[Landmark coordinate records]
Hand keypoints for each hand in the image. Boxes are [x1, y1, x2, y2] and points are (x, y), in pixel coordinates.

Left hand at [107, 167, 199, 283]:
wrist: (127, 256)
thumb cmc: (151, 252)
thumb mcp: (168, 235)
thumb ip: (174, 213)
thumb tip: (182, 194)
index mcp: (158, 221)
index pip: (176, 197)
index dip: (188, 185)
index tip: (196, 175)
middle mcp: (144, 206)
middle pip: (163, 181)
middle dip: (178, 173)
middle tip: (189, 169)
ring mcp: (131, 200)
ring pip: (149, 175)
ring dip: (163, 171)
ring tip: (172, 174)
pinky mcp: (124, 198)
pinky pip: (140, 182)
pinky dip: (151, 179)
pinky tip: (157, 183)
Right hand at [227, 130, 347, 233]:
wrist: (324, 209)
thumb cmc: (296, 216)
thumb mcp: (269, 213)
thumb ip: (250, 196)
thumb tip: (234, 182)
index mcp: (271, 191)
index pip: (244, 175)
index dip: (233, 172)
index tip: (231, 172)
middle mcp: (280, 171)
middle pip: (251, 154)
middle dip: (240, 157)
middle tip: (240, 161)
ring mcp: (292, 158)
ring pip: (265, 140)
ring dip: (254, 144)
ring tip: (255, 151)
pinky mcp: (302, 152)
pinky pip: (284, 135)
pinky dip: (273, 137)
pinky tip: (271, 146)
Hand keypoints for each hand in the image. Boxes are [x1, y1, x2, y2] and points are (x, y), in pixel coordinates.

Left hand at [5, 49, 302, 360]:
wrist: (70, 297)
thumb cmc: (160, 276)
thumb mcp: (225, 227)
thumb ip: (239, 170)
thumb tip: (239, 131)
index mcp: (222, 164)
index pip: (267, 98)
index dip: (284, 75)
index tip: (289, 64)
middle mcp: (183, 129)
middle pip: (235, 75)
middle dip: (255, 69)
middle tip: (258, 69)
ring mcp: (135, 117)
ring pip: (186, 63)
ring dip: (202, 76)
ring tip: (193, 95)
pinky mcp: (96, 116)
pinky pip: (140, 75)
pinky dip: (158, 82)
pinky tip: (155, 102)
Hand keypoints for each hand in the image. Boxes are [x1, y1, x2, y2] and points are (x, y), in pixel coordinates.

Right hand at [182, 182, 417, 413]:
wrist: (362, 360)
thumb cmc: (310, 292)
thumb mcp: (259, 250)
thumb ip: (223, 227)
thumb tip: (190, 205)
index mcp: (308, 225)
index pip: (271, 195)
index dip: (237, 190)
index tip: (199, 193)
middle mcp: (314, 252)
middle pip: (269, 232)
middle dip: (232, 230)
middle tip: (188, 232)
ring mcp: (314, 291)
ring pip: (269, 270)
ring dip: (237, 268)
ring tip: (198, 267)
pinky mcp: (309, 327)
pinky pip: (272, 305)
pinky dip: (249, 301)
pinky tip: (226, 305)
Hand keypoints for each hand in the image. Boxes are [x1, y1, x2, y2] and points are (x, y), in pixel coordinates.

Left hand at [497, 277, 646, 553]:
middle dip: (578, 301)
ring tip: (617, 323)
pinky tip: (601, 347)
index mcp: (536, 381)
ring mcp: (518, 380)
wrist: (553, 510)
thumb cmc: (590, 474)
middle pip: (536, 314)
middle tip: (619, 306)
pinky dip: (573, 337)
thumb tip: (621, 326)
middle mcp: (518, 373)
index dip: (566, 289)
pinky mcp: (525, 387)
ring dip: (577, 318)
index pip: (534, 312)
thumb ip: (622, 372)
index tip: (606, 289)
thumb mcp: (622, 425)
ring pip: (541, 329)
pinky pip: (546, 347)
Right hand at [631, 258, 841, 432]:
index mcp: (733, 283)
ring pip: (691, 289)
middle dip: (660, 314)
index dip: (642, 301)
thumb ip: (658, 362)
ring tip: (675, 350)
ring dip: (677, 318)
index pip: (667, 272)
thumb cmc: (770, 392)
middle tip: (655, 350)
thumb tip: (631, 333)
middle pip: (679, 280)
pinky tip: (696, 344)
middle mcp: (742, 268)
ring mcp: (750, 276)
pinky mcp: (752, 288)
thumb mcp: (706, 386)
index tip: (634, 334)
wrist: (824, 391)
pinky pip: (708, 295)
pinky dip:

> _TO DO_:
Set down every entry once more, exactly as it was written above.

> _RESULT OF THIS EXERCISE_:
Hand keypoints for each hand in the image. Boxes are [x1, y1, x2, y2] and points are (x, y), in pixel coordinates.

Left hand at [107, 167, 199, 283]:
wrist: (127, 256)
thumb cmc: (151, 252)
thumb mcp: (168, 235)
thumb ip: (174, 213)
thumb tip: (182, 194)
index mcp: (158, 221)
index pip: (176, 197)
index dip: (188, 185)
index tip: (196, 175)
middle mcp: (144, 206)
middle pip: (163, 181)
middle dip: (178, 173)
middle tip: (189, 169)
ring mcp: (131, 200)
ring pip: (149, 175)
ring dip: (163, 171)
ring tip: (172, 174)
pinky mcp: (124, 198)
pinky pip: (140, 182)
pinky dip: (151, 179)
pinky tip: (157, 183)
Right hand at [227, 130, 347, 233]:
wrist: (324, 209)
thumb cmc: (296, 216)
thumb mcp: (269, 213)
thumb ip: (250, 196)
thumb tip: (234, 182)
index mcp: (271, 191)
index pip: (244, 175)
index dip: (233, 172)
index tip: (231, 172)
middle mcp: (280, 171)
middle pip: (251, 154)
middle dip: (240, 157)
middle tip: (240, 161)
ring mcp: (292, 158)
ring pip: (265, 140)
ring dip: (254, 144)
ring tip: (255, 151)
pinky mcp: (302, 152)
pinky pip: (284, 135)
pinky dip: (273, 137)
pinky tip: (271, 146)
Hand keypoints for each hand in the image. Boxes are [x1, y1, x2, y2] and points are (x, y), in pixel coordinates.

Left hand at [5, 49, 302, 360]:
wrist: (70, 297)
thumb cmc: (160, 276)
thumb mcp: (225, 227)
thumb ip: (239, 170)
thumb tip: (239, 131)
index mcp: (222, 164)
index pip: (267, 98)
index dip: (284, 75)
index tip: (289, 64)
middle mcp: (183, 129)
middle pip: (235, 75)
middle dip: (255, 69)
middle tip: (258, 69)
ring mcp: (135, 117)
ring pip: (186, 63)
ring dip: (202, 76)
ring tip: (193, 95)
pinky mcp: (96, 116)
pinky pip: (140, 75)
pinky dip: (158, 82)
pinky tip: (155, 102)
Hand keypoints for each hand in the image. Boxes are [x1, y1, x2, y2] and points are (x, y), in pixel coordinates.

Right hand at [182, 182, 417, 413]:
wrist: (362, 360)
thumb cmc: (310, 292)
thumb mcp: (259, 250)
thumb ip: (223, 227)
thumb tip: (190, 205)
index mcp: (308, 225)
index pip: (271, 195)
index dip: (237, 190)
index tip: (199, 193)
middle mcp: (314, 252)
middle pip: (269, 232)
middle dip: (232, 230)
middle tip: (188, 232)
ring mcp: (314, 291)
ring pip: (269, 270)
ring dip: (237, 268)
ring tip: (198, 267)
pinky mcp: (309, 327)
pinky pip: (272, 305)
pinky dip: (249, 301)
pinky tip: (226, 305)
Hand keypoints for each hand in the image. Boxes are [x1, y1, x2, y2] and points are (x, y), in pixel coordinates.

Left hand at [497, 277, 646, 553]:
middle dip: (578, 301)
ring tip: (617, 323)
pinky tip: (601, 347)
index mcp: (536, 381)
ring mcp: (518, 380)
wrist: (553, 510)
thumb cmc: (590, 474)
middle pip: (536, 314)
middle tip: (619, 306)
pinky dip: (573, 337)
thumb tip: (621, 326)
middle mcp: (518, 373)
index dip: (566, 289)
pinky mcp: (525, 387)
ring dip: (577, 318)
index pip: (534, 312)
thumb ip: (622, 372)
index tip: (606, 289)
thumb mcp: (622, 425)
ring pip: (541, 329)
pinky pip: (546, 347)
Right hand at [631, 258, 841, 432]:
index mcp: (733, 283)
ring pip: (691, 289)
middle dip: (660, 314)
index dip: (642, 301)
thumb ip: (658, 362)
ring tip: (675, 350)
ring dip: (677, 318)
index pip: (667, 272)
thumb cmc: (770, 392)
middle tip: (655, 350)
thumb tip: (631, 333)
middle pip: (679, 280)
pinky tip: (696, 344)
middle mcp: (742, 268)
ring mcp: (750, 276)
pinky mcp: (752, 288)
thumb mcp: (706, 386)
index tip: (634, 334)
wrist: (824, 391)
pinky pip: (708, 295)
pinky dip:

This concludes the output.